Speaking of Beginnings, Middles, and Ends... I will recollect my three ghosts of travel, the moments, (one could call them eras since I'm talking about a decade of time). The beginning of the Man in The Van was not the first post, nor the tenth, because I think those were attempts to discover my blogging persona. The beginning was when I morphed into the honest, unaffected asshole one sees today. That was probably on the sands of Mexico, La Paz...summer of 2009. The van's timing cover gasket blew out and required a full dis-assembly of the front of the engine in the parking space I had just rented at a house. It was embarrassing that the second day I met that family I was neck deep in grease, but such is life. I had to fix that gasket twice because there are two layers of gaskets and the deepest one was the one that failed. (Hey, 10 years later it's never needed adjustment.) The Mexican journey was always one that could collapse at any second. I planned to spend one year in Mexico, travel towards Guatemala and abandon the van when it failed me. But I felt comfortable in La Paz up until the insane summer heat arrived and, from apathy and malaise, I did not get on the ferry to mainland Mexico. The heat drove me quite mad until I only dreamt of northern climate, the coolness of trees. Also, I had planned badly for the trip as my bank card expired and I didn't have access to any money. So I drove north without ever grasping how the persona of the blog had been adopted without my being aware. I wasn't acting anymore. Life in the van had become my life, it was not a phase anymore. I had faced mechanical challenges in desperate times in harsh conditions and I had been forced to embrace the challenge, and the process shed my previous persona that treated the van as a separate, 8 cylinder, character-rich conveyance. By the time I drove north from La Paz, the van was a part of me and that marked the beginning of the journey. Our fates had become inseparable.

Monday, December 31, 2018

Beyond The Sunset



The sun sets on another year and 2019 should be the last for this blog. I'll motivate myself to write a closing essay and that is it. Y'all can kiss my ass! No, I'm kidding. The 3 readers who have followed me faithfully for the past 10 years are loyal. Demented and sad...but loyal. All good things must end but before I go I want to recapitulate my experience. The new year means nothing much to me. I'm unemployed, collecting unemployment checks for the first time in my life and should have time to reflect and ponder but I'm searching for a home where I can hang my Stetson hat and work on motorcycles without gravel in my knees. It's the kind of activity most people do in their 30s but I waited until I was 50 and it won't interest anyone since youth have disdain for home ownership and my elders have disdain for people who wait so long to be an adult. I'm looking for a house and work in a time of despair and division. Enemies, I could stab at thee from Hell's Heart, but the new year is a time to turn the page on the failures and trespasses of last year. What has happened has happened, and wisdom comes at a price greater than Dollar General's discount rack. Collect your check and take the ride.

Monday, December 24, 2018

Another Chapter

1985 Rebel 250 CMX blah blah blah
Santa brought me an old Honda Rebel to ride. It's got low mileage but a few issues that I'm going to deal with. I guess Santa has a tight wallet. This is not my dream bike but it's a worthy bike to ride locally for local business. Feeding 8 cylinders is insane when 2 cylinders is all I need. Happy Holidays to all you rebels out there.

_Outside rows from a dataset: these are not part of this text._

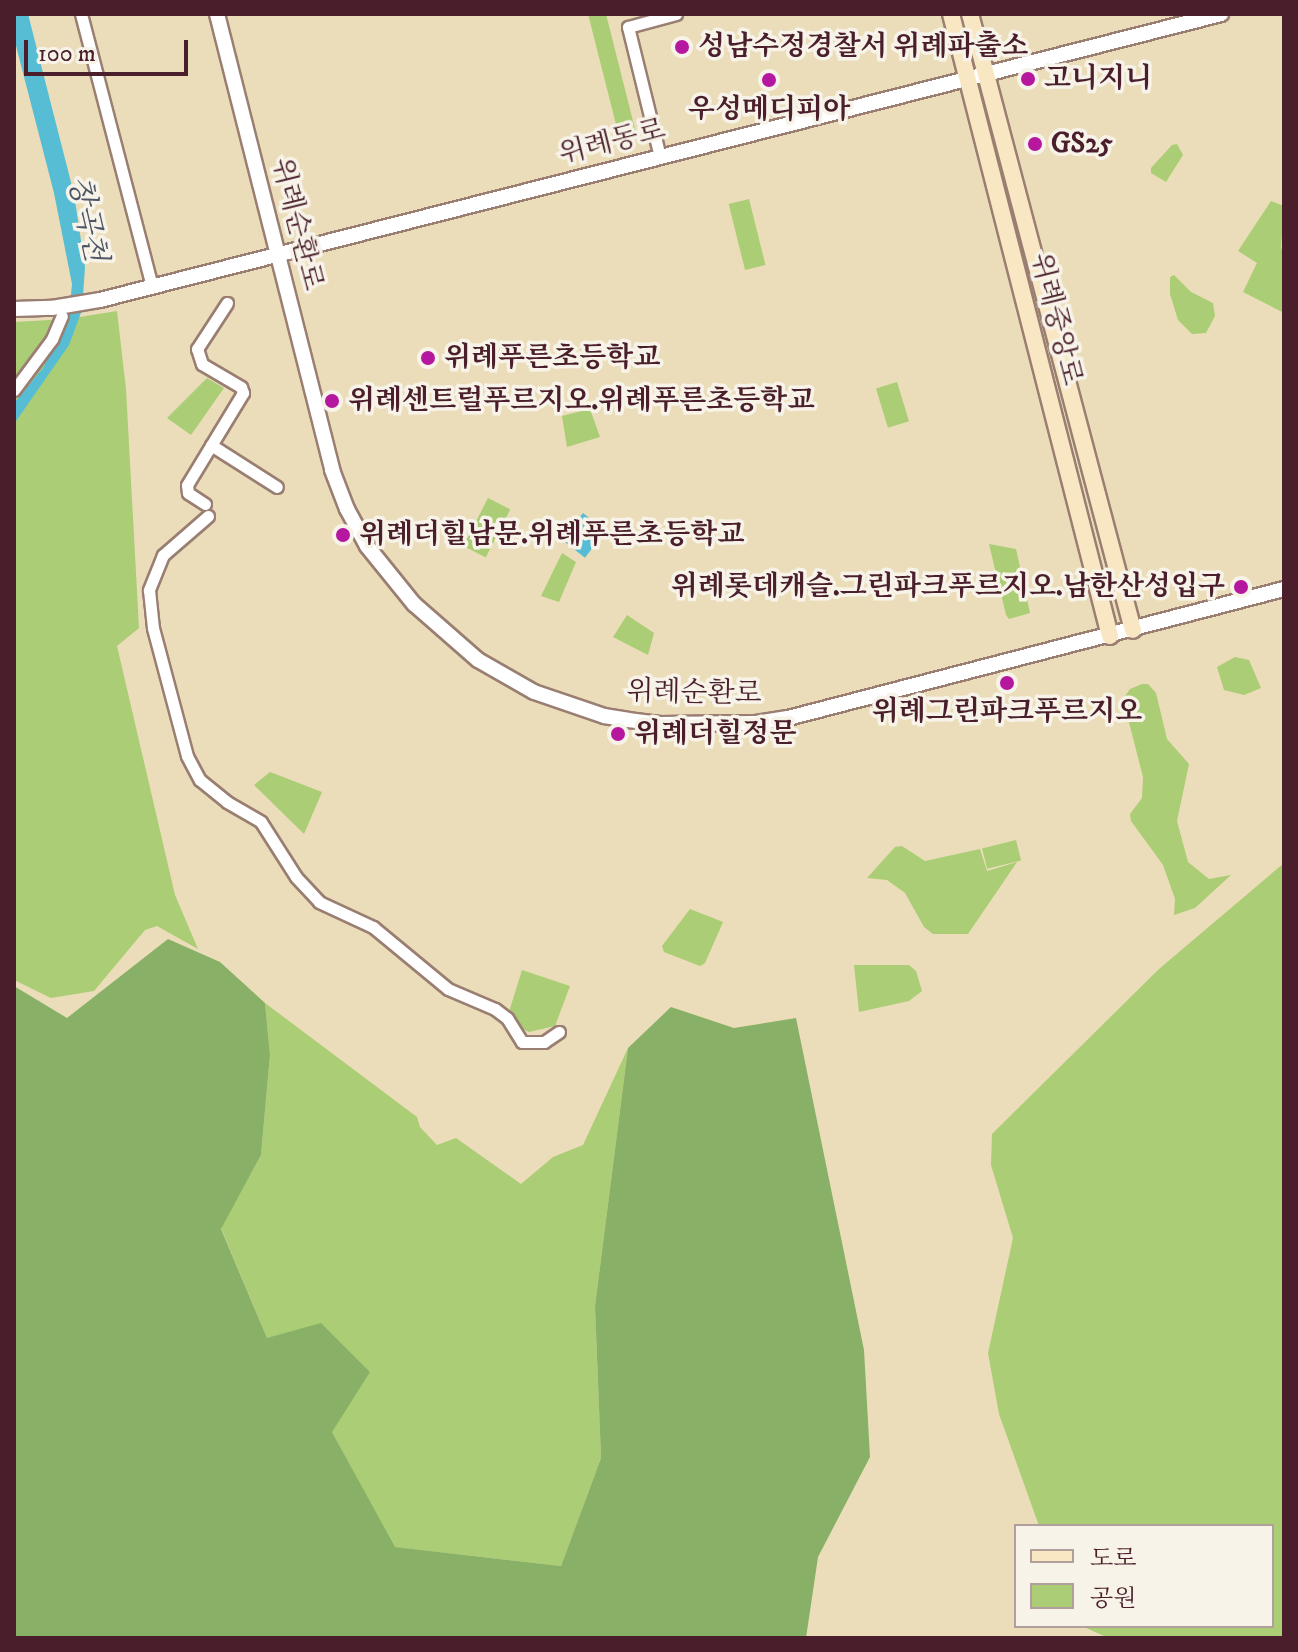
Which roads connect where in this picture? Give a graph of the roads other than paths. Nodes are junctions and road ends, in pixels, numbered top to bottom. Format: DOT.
graph roads {
  1 [pos="81,14"];
  2 [pos="217,14"];
  3 [pos="676,14"];
  4 [pos="951,14"];
  5 [pos="970,14"];
  6 [pos="1221,14"];
  7 [pos="986,73"];
  8 [pos="968,78"];
  9 [pos="660,157"];
  10 [pos="278,255"];
  11 [pos="152,287"];
  12 [pos="227,303"];
  13 [pos="14,309"];
  14 [pos="62,316"];
  15 [pos="14,390"];
  16 [pos="211,445"];
  17 [pos="277,487"];
  18 [pos="1284,589"];
  19 [pos="1133,630"];
  20 [pos="1110,636"];
  21 [pos="559,1032"];
  1 -- 11 [label="street"];
  2 -- 10 [label="street, 위례순환로"];
  3 -- 9 [label="street"];
  4 -- 8 [label="main road, 위례중앙로"];
  5 -- 7 [label="main road, 위례중앙로"];
  6 -- 7 [label="street, 위례동로"];
  7 -- 8 [label="street, 위례동로"];
  7 -- 19 [label="main road, 위례중앙로"];
  8 -- 9 [label="street, 위례동로"];
  8 -- 20 [label="main road, 위례중앙로"];
  9 -- 10 [label="street, 위례동로"];
  10 -- 11 [label="street, 위례동로"];
  10 -- 20 [label="street, 위례순환로"];
  11 -- 13 [label="street, 위례동로"];
  12 -- 16 [label="street"];
  14 -- 15 [label="street"];
  16 -- 17 [label="street"];
  16 -- 21 [label="street"];
  18 -- 19 [label="street, 위례순환로"];
  19 -- 20 [label="street, 위례순환로"];
}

Wednesday, November 21, 2018

Which Direction?

Note the paper clip style tangs on the left of the cam and the contacts on the right base. You might wonder why there is a bit of black insulation on the top/left tang and it's because adjusting the tangs was a delicate process and I broke the tiny plastic 'spacer' that prevents the two tangs from touching. So I put the wire insulation over the tang to accomplish the same goal.

This should make everything clear as mud.













This pathetic silver 'push nut' is the cause of all this insanity. The two parts of the cam must be separate. The top turns on the stationary bottom base. So it can't be a tight nut that holds them in place. That push nut actually goes around the top of the turn signal arm attachment lever. As the push nut loosens the tangs no longer hit the contacts and I lose some portion of turn signals and brake lights

What I had to do is experiment with a  multi-meter and determine which tangs are hot at what times. The  tangs (when I flip the cam upside down) closest to the open 'C' are hot when the brake pedal is pushed. The Tangs furthers away from the 'C' opening are hot when the key is in the aux/run position. Ok? Then the base contacts are situated as it is installed...the right side top is the Right Tail Light contact. The Right lower is the Left Tail Light contact. The left lower contact illuminates the right dashboard indicator lamp. The top left contact illuminates the left dash indicator light. See?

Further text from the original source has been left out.